The membership-based retailer posted net sales of $25.51 billion for the five-week period ending April 6, an increase of more than 8% over the previous year. JPMorgan reported that this exceeded the analyst consensus of 6.8% growth in net sales. U.S. comparables sales increased over 7% and also exceeded estimates, while online sales jumped by 16%. Analysts noted a high-single-digit growth in food and sundries, with the cooler, frozen and candy departments leading the way.
JPMorgan says that the retailer has been experiencing “ongoing global/scaled growth momentum”, which has led to market share gains in multiple regions. Analysts added that “no other major retailer has been successful in every country they entered.”
JPMorgan Keeps 'Overweight' Rating for Costco
JPMorgan maintained its “overweight” ratings and price target of $1,000, which represents a nearly 11% increase from Costco’s close on Wednesday of $965.19. On Thursday, the shares remained unchanged as the broader market fell amid tariff-fueled volatility.

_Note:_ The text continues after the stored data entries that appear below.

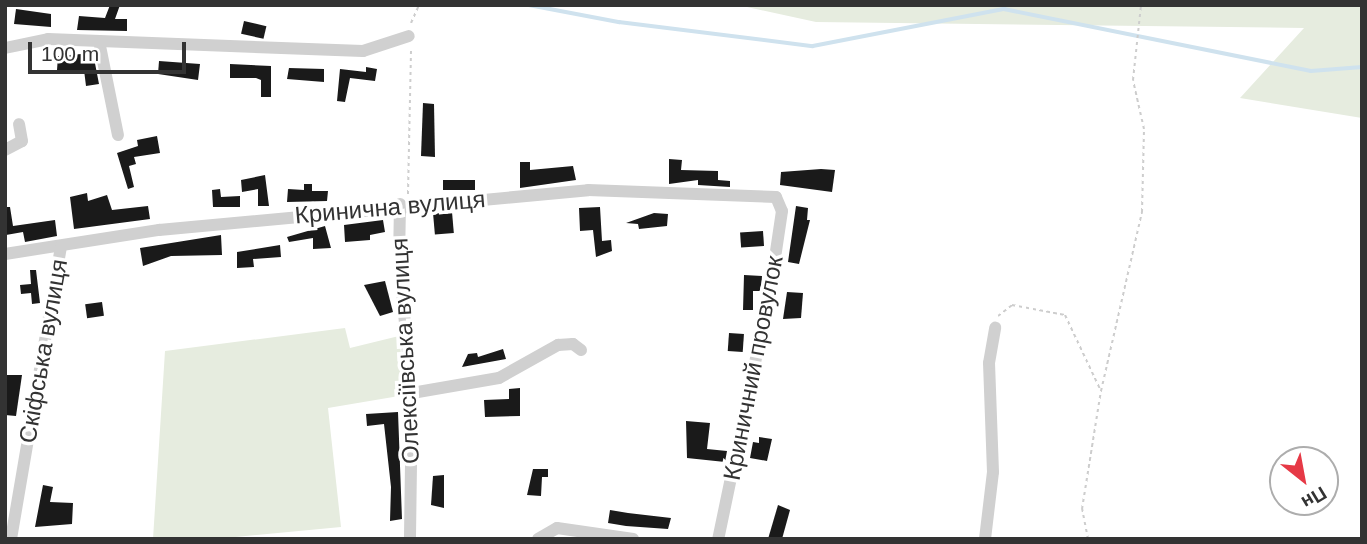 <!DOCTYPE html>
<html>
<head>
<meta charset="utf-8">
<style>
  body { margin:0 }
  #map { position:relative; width:1367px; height:544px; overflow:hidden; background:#fff; font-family:Helvetica,sans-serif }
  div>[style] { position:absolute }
  .green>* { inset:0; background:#e6ecdf }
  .stream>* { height:3.5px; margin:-1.75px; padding:0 1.75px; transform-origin:1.75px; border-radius:1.75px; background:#cfe2ee }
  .building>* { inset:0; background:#1a1a1a; transform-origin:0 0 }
  .path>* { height:2px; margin-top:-1px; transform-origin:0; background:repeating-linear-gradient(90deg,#cdcdcd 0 3.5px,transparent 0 7px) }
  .minor>* { height:12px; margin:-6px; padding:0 6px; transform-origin:6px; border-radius:6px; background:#d0d0d0 }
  span { translate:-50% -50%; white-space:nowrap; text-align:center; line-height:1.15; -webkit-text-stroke:7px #fff; paint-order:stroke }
  .street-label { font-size:24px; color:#333 }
  .frame { position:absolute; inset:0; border:7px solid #333; pointer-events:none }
  .north { position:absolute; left:1269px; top:446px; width:70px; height:70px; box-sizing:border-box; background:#fff; border:2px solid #adadad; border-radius:50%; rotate:149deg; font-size:19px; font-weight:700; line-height:28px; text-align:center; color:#333 }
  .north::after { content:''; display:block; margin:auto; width:24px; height:32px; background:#e63946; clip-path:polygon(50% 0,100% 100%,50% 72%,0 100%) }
  .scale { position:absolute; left:28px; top:42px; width:158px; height:32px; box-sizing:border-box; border:4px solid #333; border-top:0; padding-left:9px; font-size:21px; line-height:24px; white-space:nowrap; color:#333; -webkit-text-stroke:5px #fff; paint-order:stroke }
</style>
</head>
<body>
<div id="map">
  <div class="green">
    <i style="clip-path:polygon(738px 5px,1362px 5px,1362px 118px,1240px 98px,1304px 28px,816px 22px)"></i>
    <i style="clip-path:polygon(345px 328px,350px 348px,399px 336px,405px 395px,328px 408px,341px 527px,215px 539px,153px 539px,165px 351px)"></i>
  </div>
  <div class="stream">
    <i style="left:529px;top:5px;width:92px;rotate:10.7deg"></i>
    <i style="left:619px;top:22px;width:195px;rotate:7.1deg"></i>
    <i style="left:813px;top:46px;width:195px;rotate:-11deg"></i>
    <i style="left:1004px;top:9px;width:313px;rotate:11.4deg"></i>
    <i style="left:1311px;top:71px;width:51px;rotate:-4.5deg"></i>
  </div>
  <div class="building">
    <i style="clip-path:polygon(110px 5px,120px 5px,115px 19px,127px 19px,127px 31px,77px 30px,79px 16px,105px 18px)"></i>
    <i style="clip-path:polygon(16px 9px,51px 14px,51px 27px,14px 24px)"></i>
    <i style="left:244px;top:21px;width:23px;height:13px;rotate:13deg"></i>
    <i style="clip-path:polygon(93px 53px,99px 84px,86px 86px,84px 70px,57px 70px,58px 56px)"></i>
    <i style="clip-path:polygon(159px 61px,200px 64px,198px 80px,158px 74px)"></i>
    <i style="clip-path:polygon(230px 64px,271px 66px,271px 97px,261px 97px,261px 80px,256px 78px,230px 78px)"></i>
    <i style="clip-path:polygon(366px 67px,377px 69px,375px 81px,350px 78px,345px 102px,337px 101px,340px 69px,366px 72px)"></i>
    <i style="clip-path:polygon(289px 68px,324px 69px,324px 82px,287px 79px)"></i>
    <i style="clip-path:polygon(423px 103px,434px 104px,435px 157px,421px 156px)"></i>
    <i style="clip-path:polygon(157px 136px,160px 153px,134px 157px,136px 164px,129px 166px,134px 187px,128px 189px,117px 153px,138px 146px,137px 140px)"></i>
    <i style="clip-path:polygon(669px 159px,682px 160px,681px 170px,718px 171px,718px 180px,730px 181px,730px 187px,698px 185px,698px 180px,669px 184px)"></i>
    <i style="clip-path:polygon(520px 162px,530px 162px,530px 170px,573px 166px,576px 180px,520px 188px)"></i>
    <i style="clip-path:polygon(821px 169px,835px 170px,832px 192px,780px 185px,781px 172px)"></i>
    <i style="clip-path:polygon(265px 175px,269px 206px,258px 206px,258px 189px,242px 192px,241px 180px)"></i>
    <i style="left:475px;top:180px;width:10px;height:32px;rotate:90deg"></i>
    <i style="clip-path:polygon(304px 184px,312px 184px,312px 191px,328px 191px,327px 201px,287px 202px,288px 189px,304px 190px)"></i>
    <i style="clip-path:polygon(220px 189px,221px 197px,240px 196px,240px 207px,213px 207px,212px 190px)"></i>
    <i style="clip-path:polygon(87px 193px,88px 201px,107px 195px,112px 210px,148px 206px,150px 219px,74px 229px,70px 197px)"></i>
    <i style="clip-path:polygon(796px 206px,808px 208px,807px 220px,810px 220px,799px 264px,788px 262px)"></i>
    <i style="clip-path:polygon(5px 207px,10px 207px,13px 226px,55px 220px,57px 236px,25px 242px,23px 232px,6px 235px)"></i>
    <i style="clip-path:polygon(600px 207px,602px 241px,611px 240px,612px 251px,596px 257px,593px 230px,580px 231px,579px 208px)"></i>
    <i style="left:452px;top:212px;width:21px;height:19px;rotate:85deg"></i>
    <i style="clip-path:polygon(654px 213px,668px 214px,667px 226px,639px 229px,638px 224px,626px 223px)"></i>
    <i style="clip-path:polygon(383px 220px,385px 232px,370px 235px,370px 240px,345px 242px,344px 225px)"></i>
    <i style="clip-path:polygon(325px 226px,331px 248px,313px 249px,313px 238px,289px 242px,287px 237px)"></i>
    <i style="left:763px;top:231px;width:15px;height:23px;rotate:86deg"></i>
    <i style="clip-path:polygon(221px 235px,222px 255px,171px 256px,143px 266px,140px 248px)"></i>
    <i style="clip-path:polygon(280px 245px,281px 257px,253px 259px,254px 267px,237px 268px,237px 252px)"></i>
    <i style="clip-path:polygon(30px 270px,36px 270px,40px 303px,32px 304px,31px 293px,21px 294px,20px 285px,31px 284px)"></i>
    <i style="clip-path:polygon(744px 275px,762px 276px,761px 291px,753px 291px,753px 310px,743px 310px)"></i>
    <i style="clip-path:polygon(385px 281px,393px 312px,380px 316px,364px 285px)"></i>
    <i style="clip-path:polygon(787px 292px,803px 293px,801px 318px,783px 319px)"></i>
    <i style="left:102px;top:302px;width:14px;height:17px;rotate:82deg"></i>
    <i style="left:729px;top:333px;width:15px;height:18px;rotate:4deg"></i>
    <i style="clip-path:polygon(503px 349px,506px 359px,462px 367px,468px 354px,477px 353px,478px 357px)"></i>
    <i style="clip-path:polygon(7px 375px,22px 375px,16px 416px,5px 415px)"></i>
    <i style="clip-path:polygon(520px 388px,520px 416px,485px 417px,484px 400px,509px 399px,509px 389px)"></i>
    <i style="clip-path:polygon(398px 412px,402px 519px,390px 521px,391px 487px,384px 424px,367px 426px,366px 414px)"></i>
    <i style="clip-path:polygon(686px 421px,710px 423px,707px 449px,727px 451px,725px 462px,687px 458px)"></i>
    <i style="clip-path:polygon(759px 437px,772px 439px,767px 461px,750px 458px,753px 442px,759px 443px)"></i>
    <i style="clip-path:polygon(533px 469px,548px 469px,548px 477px,542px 477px,541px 496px,527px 495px)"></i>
    <i style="clip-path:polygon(444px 475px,444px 508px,431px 505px,433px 476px)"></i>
    <i style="clip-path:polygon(43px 485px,53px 487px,50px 502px,73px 503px,72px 524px,35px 527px)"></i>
    <i style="clip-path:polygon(778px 505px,790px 510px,782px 539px,768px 539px)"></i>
    <i style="clip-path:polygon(610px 510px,628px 513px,671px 518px,668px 529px,626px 526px,608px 523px)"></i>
  </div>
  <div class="path">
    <i style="left:411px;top:23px;width:20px;rotate:-66deg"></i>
    <i style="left:408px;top:194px;width:145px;rotate:-88.8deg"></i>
    <i style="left:998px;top:316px;width:18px;rotate:-38deg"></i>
    <i style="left:1012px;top:305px;width:54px;rotate:10.7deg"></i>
    <i style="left:1065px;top:315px;width:84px;rotate:64.7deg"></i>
    <i style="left:1088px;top:539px;width:31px;rotate:-101deg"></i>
    <i style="left:1082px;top:509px;width:120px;rotate:-80.9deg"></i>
    <i style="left:1101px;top:391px;width:184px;rotate:-77.1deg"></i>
    <i style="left:1142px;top:212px;width:83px;rotate:-88.6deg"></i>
    <i style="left:1144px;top:129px;width:50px;rotate:-102.7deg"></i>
    <i style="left:1133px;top:80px;width:75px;rotate:-83.9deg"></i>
  </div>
  <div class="minor">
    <i style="left:99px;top:41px;width:96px;rotate:78.6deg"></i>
    <i style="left:5px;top:48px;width:44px;rotate:-11.8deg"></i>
    <i style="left:48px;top:39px;width:315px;rotate:2.2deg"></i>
    <i style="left:363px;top:51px;width:48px;rotate:-18.1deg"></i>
    <i style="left:5px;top:150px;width:19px;rotate:-28deg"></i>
    <i style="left:22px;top:141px;width:17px;rotate:-100deg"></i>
    <i style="left:400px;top:204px;width:60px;rotate:91deg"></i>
    <i style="left:399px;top:264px;width:130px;rotate:84.2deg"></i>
    <i style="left:412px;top:393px;width:146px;rotate:90.8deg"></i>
    <i style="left:5px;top:254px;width:156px;rotate:-8.9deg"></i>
    <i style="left:159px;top:230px;width:431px;rotate:-5.3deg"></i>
    <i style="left:588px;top:190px;width:188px;rotate:2.1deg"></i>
    <i style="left:776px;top:197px;width:15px;rotate:67deg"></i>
    <i style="left:782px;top:211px;width:81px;rotate:98.5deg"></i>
    <i style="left:770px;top:291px;width:253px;rotate:101.8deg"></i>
    <i style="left:412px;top:393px;width:88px;rotate:-9.8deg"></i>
    <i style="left:499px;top:378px;width:68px;rotate:-29.2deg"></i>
    <i style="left:558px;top:345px;width:15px;rotate:-4deg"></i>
    <i style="left:573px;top:344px;width:10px;rotate:37deg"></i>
    <i style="left:11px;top:539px;width:296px;rotate:-80.3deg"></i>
    <i style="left:538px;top:539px;width:22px;rotate:-30deg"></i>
    <i style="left:557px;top:528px;width:77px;rotate:8.2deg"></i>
    <i style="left:985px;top:539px;width:67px;rotate:-83.2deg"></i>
    <i style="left:993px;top:472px;width:109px;rotate:-92.1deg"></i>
    <i style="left:989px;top:363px;width:36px;rotate:-80deg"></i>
  </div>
  <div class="street-label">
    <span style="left:390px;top:207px;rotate:-5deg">Кринична вулиця</span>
    <span style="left:43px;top:351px;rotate:-80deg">Скіфська вулиця</span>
    <span style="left:405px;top:351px;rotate:-93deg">Олексіївська вулиця</span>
    <span style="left:753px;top:368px;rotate:-79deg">Криничний провулок</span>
  </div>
  <div class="frame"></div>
  <div class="north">Пн</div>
  <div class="scale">100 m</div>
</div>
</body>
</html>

Analysts at UBS said last week that Costco and its rival Walmart (WMT) may be well-positioned to weather the impact of tariffs. Analysts say that when retailers respond to import tax increases by raising prices, they are least likely for consumers to cut back on necessities like groceries. UBS said that this is good for large retailers such as Costco who can negotiate with vendors to offer customers competitive prices.